**Task prompt**
Identify each line in the records below that contains the word "AUSTRASSE", and copy it.
Segment Start: Data excerpts
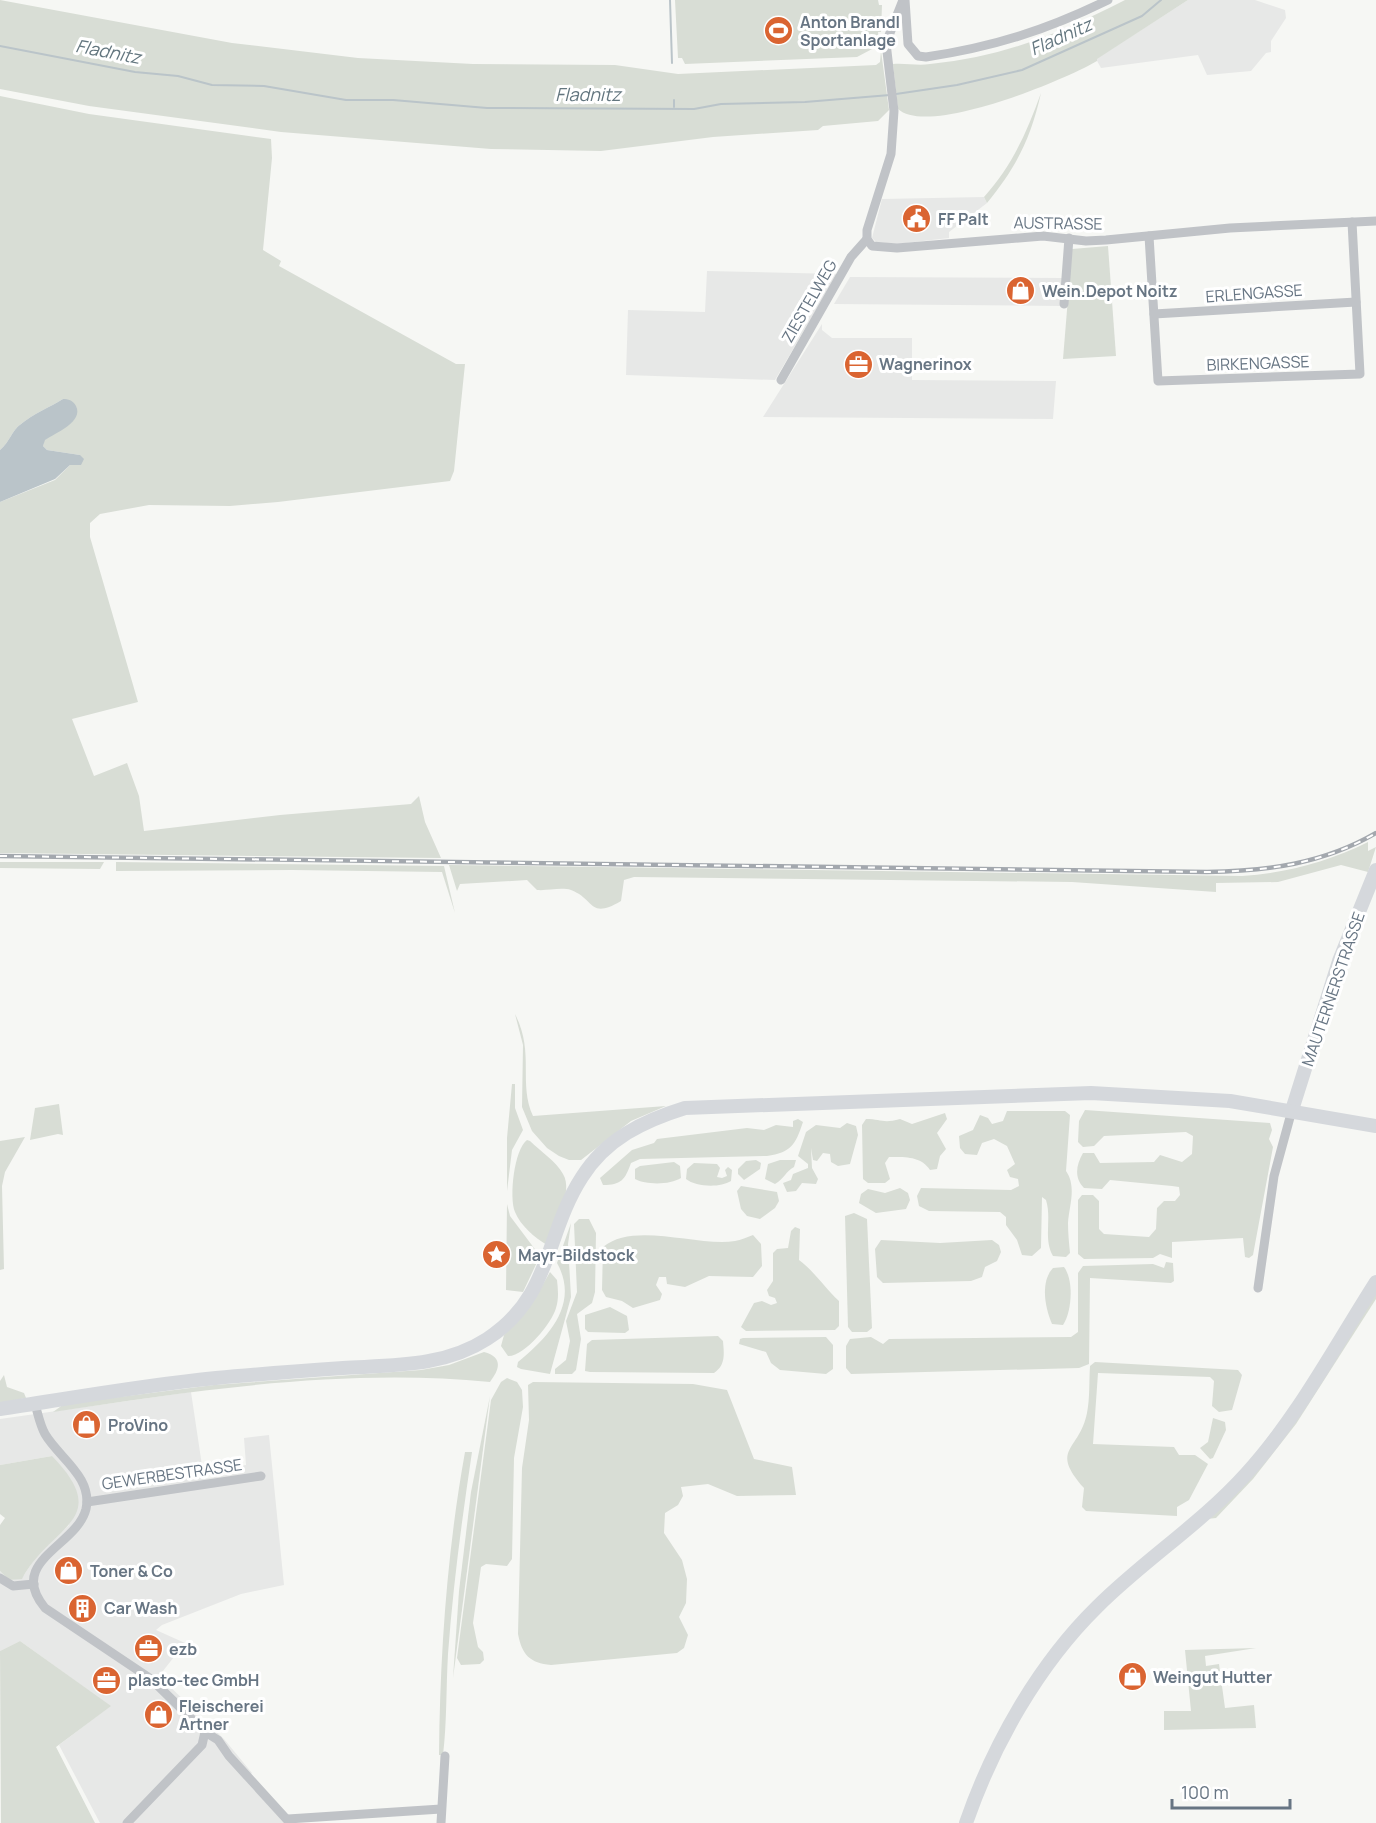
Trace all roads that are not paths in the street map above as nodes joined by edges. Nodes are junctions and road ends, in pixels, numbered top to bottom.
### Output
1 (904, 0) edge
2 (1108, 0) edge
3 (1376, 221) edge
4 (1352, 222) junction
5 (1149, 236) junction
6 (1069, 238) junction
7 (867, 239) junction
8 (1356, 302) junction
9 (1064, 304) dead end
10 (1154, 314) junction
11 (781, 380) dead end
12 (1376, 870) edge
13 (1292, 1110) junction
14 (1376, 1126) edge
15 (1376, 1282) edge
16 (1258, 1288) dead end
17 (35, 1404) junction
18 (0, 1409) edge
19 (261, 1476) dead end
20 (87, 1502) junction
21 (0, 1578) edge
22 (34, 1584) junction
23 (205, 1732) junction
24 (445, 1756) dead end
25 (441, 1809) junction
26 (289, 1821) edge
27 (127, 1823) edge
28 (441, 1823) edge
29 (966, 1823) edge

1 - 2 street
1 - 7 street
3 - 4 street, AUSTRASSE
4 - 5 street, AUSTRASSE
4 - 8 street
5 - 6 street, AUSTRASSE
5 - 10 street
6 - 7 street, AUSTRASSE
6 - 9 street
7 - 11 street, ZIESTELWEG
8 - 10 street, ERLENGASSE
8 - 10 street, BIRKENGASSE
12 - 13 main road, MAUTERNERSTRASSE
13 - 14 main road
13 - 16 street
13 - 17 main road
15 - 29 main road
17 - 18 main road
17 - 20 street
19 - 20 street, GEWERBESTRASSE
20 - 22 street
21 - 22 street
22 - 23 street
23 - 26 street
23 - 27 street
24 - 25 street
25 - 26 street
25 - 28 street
Segment End: Data excerpts
**Answer to this task**
3 - 4 street, AUSTRASSE
4 - 5 street, AUSTRASSE
5 - 6 street, AUSTRASSE
6 - 7 street, AUSTRASSE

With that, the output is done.